Так даже лучше, хотя, конечно, немного не по себе. И главное – что будет?

Вася явился через полчаса, к водке он явно уже приложился. Опять вызвал сына в коридор:

– Перетаскивайтесь и рассчитывайся.

– Сколько?

Вася сказал. Сын присвистнул. Вася развел руками – дела сложные, того стоят.

Сын вернулся в купе, отец задал ему тот же вопрос, что и он Васе:

– Сколько?

Сын сказал.

– Что? – не выдержала я.

– Да, цены растут. Торговаться?

– Бесполезно, – махнул рукой муж.

– Я тоже так думаю.

Вмешалась дочка:

– Но он может взять деньги, а когда придут таможенники и станут нас потрошить, сделает вид, что не при чем.

– Конечно, может, – подтвердил муж.

– А если плюнуть на этого Васю? – предложил муж дочки. – Ничего же у нас нет, чего мы боимся?

– И Вася знает, что ничего у нас нет, – сказал сын, – но хочет заработать. А сорвется куш, обязательно приведет таможню.

– Ну, не обязательно, – умудренно произнес муж. – Но может.

– Слушайте, о чем мы думаем?

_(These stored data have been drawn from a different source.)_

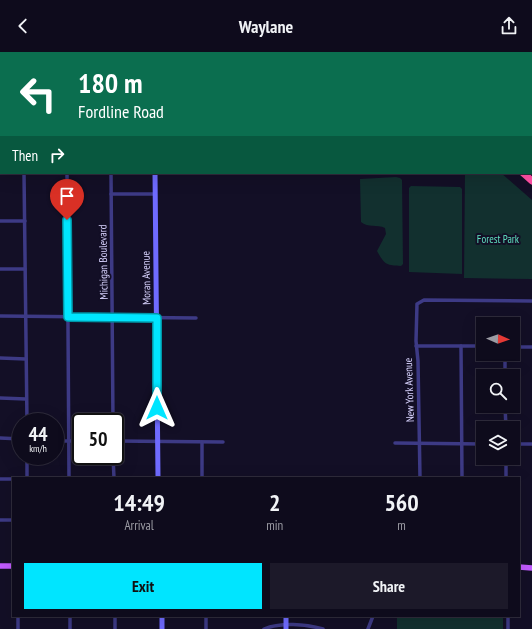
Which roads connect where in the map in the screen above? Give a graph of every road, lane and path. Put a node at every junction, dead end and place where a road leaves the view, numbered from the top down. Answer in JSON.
{"nodes":[{"id":1,"x":24,"y":174,"type":"edge"},
{"id":2,"x":67,"y":174,"type":"edge"},
{"id":3,"x":111,"y":174,"type":"edge"},
{"id":4,"x":155,"y":174,"type":"edge"},
{"id":5,"x":524,"y":174,"type":"edge"},
{"id":6,"x":532,"y":181,"type":"edge"},
{"id":7,"x":111,"y":194,"type":"junction"},
{"id":8,"x":155,"y":194,"type":"junction"},
{"id":9,"x":0,"y":221,"type":"edge"},
{"id":10,"x":25,"y":221,"type":"junction"},
{"id":11,"x":0,"y":269,"type":"edge"},
{"id":12,"x":25,"y":269,"type":"junction"},
{"id":13,"x":532,"y":300,"type":"edge"},
{"id":14,"x":0,"y":316,"type":"edge"},
{"id":15,"x":26,"y":316,"type":"junction"},
{"id":16,"x":68,"y":317,"type":"junction"},
{"id":17,"x":112,"y":317,"type":"junction"},
{"id":18,"x":157,"y":318,"type":"junction"},
{"id":19,"x":196,"y":318,"type":"dead end"},
{"id":20,"x":416,"y":346,"type":"junction"},
{"id":21,"x":461,"y":346,"type":"junction"},
{"id":22,"x":476,"y":346,"type":"edge"},
{"id":23,"x":520,"y":346,"type":"edge"},
{"id":24,"x":532,"y":347,"type":"edge"},
{"id":25,"x":0,"y":358,"type":"edge"},
{"id":26,"x":26,"y":359,"type":"junction"},
{"id":27,"x":0,"y":398,"type":"edge"},
{"id":28,"x":26,"y":399,"type":"junction"},
{"id":29,"x":27,"y":413,"type":"edge"},
{"id":30,"x":113,"y":413,"type":"edge"},
{"id":31,"x":0,"y":438,"type":"edge"},
{"id":32,"x":12,"y":439,"type":"edge"},
{"id":33,"x":64,"y":440,"type":"edge"},
{"id":34,"x":69,"y":440,"type":"junction"},
{"id":35,"x":72,"y":440,"type":"edge"},
{"id":36,"x":124,"y":441,"type":"edge"},
{"id":37,"x":158,"y":441,"type":"junction"},
{"id":38,"x":202,"y":442,"type":"junction"},
{"id":39,"x":223,"y":442,"type":"dead end"},
{"id":40,"x":395,"y":443,"type":"dead end"},
{"id":41,"x":420,"y":444,"type":"junction"},
{"id":42,"x":462,"y":444,"type":"junction"},
{"id":43,"x":476,"y":444,"type":"edge"},
{"id":44,"x":520,"y":444,"type":"edge"},
{"id":45,"x":532,"y":444,"type":"edge"},
{"id":46,"x":27,"y":465,"type":"edge"},
{"id":47,"x":113,"y":465,"type":"edge"},
{"id":48,"x":506,"y":465,"type":"edge"},
{"id":49,"x":27,"y":477,"type":"edge"},
{"id":50,"x":69,"y":477,"type":"edge"},
{"id":51,"x":114,"y":477,"type":"edge"},
{"id":52,"x":158,"y":477,"type":"edge"},
{"id":53,"x":202,"y":477,"type":"edge"},
{"id":54,"x":420,"y":477,"type":"edge"},
{"id":55,"x":462,"y":477,"type":"edge"},
{"id":56,"x":506,"y":477,"type":"edge"},
{"id":57,"x":0,"y":479,"type":"edge"},
{"id":58,"x":12,"y":479,"type":"edge"},
{"id":59,"x":0,"y":520,"type":"edge"},
{"id":60,"x":12,"y":520,"type":"edge"},
{"id":61,"x":0,"y":566,"type":"edge"},
{"id":62,"x":12,"y":566,"type":"edge"},
{"id":63,"x":520,"y":567,"type":"edge"},
{"id":64,"x":532,"y":568,"type":"edge"},
{"id":65,"x":18,"y":617,"type":"edge"},
{"id":66,"x":70,"y":617,"type":"edge"},
{"id":67,"x":116,"y":617,"type":"edge"},
{"id":68,"x":162,"y":617,"type":"edge"},
{"id":69,"x":206,"y":617,"type":"edge"},
{"id":70,"x":373,"y":617,"type":"edge"},
{"id":71,"x":508,"y":617,"type":"edge"},
{"id":72,"x":286,"y":627,"type":"edge"},
{"id":73,"x":18,"y":629,"type":"edge"},
{"id":74,"x":70,"y":629,"type":"edge"},
{"id":75,"x":116,"y":629,"type":"edge"},
{"id":76,"x":162,"y":629,"type":"edge"},
{"id":77,"x":206,"y":629,"type":"edge"},
{"id":78,"x":264,"y":629,"type":"edge"},
{"id":79,"x":323,"y":629,"type":"edge"},
{"id":80,"x":368,"y":629,"type":"edge"},
{"id":81,"x":508,"y":629,"type":"edge"}],
"edges":[{"from":1,"to":10,"type":"street"},
{"from":2,"to":16,"type":"street"},
{"from":3,"to":7,"type":"street","name":"Michigan Boulevard"},
{"from":4,"to":8,"type":"main road","name":"Moran Avenue"},
{"from":5,"to":6,"type":"highway"},
{"from":7,"to":8,"type":"street"},
{"from":7,"to":17,"type":"street","name":"Michigan Boulevard"},
{"from":8,"to":18,"type":"main road","name":"Moran Avenue"},
{"from":9,"to":10,"type":"street"},
{"from":10,"to":12,"type":"street"},
{"from":11,"to":12,"type":"street"},
{"from":12,"to":15,"type":"street"},
{"from":13,"to":20,"type":"street","name":"New York Avenue"},
{"from":14,"to":15,"type":"street"},
{"from":15,"to":16,"type":"street"},
{"from":15,"to":26,"type":"street"},
{"from":16,"to":17,"type":"street"},
{"from":16,"to":34,"type":"street"},
{"from":17,"to":18,"type":"street"},
{"from":17,"to":30,"type":"street","name":"Michigan Boulevard"},
{"from":18,"to":19,"type":"street"},
{"from":18,"to":37,"type":"main road","name":"Moran Avenue"},
{"from":20,"to":21,"type":"street"},
{"from":20,"to":41,"type":"street","name":"New York Avenue"},
{"from":21,"to":22,"type":"street"},
{"from":21,"to":42,"type":"street"},
{"from":23,"to":24,"type":"street"},
{"from":25,"to":26,"type":"street"},
{"from":26,"to":28,"type":"street"},
{"from":27,"to":28,"type":"street"},
{"from":28,"to":29,"type":"street"},
{"from":31,"to":32,"type":"street"},
{"from":33,"to":34,"type":"street"},
{"from":34,"to":35,"type":"street"},
{"from":34,"to":50,"type":"street"},
{"from":36,"to":37,"type":"street"},
{"from":37,"to":38,"type":"street"},
{"from":37,"to":52,"type":"main road","name":"Moran Avenue"},
{"from":38,"to":39,"type":"street"},
{"from":38,"to":53,"type":"street"},
{"from":40,"to":41,"type":"street"},
{"from":41,"to":42,"type":"street"},
{"from":41,"to":54,"type":"street","name":"New York Avenue"},
{"from":42,"to":43,"type":"street"},
{"from":42,"to":55,"type":"street"},
{"from":44,"to":45,"type":"street"},
{"from":46,"to":49,"type":"street"},
{"from":47,"to":51,"type":"street"},
{"from":48,"to":56,"type":"street"},
{"from":57,"to":58,"type":"street"},
{"from":59,"to":60,"type":"street"},
{"from":61,"to":62,"type":"main road"},
{"from":63,"to":64,"type":"main road"},
{"from":65,"to":73,"type":"street"},
{"from":66,"to":74,"type":"street"},
{"from":67,"to":75,"type":"street"},
{"from":68,"to":76,"type":"main road"},
{"from":69,"to":77,"type":"street"},
{"from":70,"to":80,"type":"street"},
{"from":71,"to":81,"type":"street"},
{"from":72,"to":78,"type":"street"},
{"from":72,"to":79,"type":"street"}]}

Он переведет вас в соседнее купе? – спросила я у сына.

– Да.

– Плати.

Только за это надо было платить – еще немного вместе.

Мы долго сидели, далеко за полночь, больше молчали. Иногда я давала наставления: надо следить за здоровьем, надо чаще писать. А сын все говорил, чтобы я не плакала, хотя я не плакала – у меня уже не было слез, обещал, что скоро приедет. Потом муж сказал, что надо бы поспать, уже поздно, все устали, завтра будет еще день. Мы разошлись по своим купе, но только улеглись, еще не успели заснуть, в коридоре послышался шум.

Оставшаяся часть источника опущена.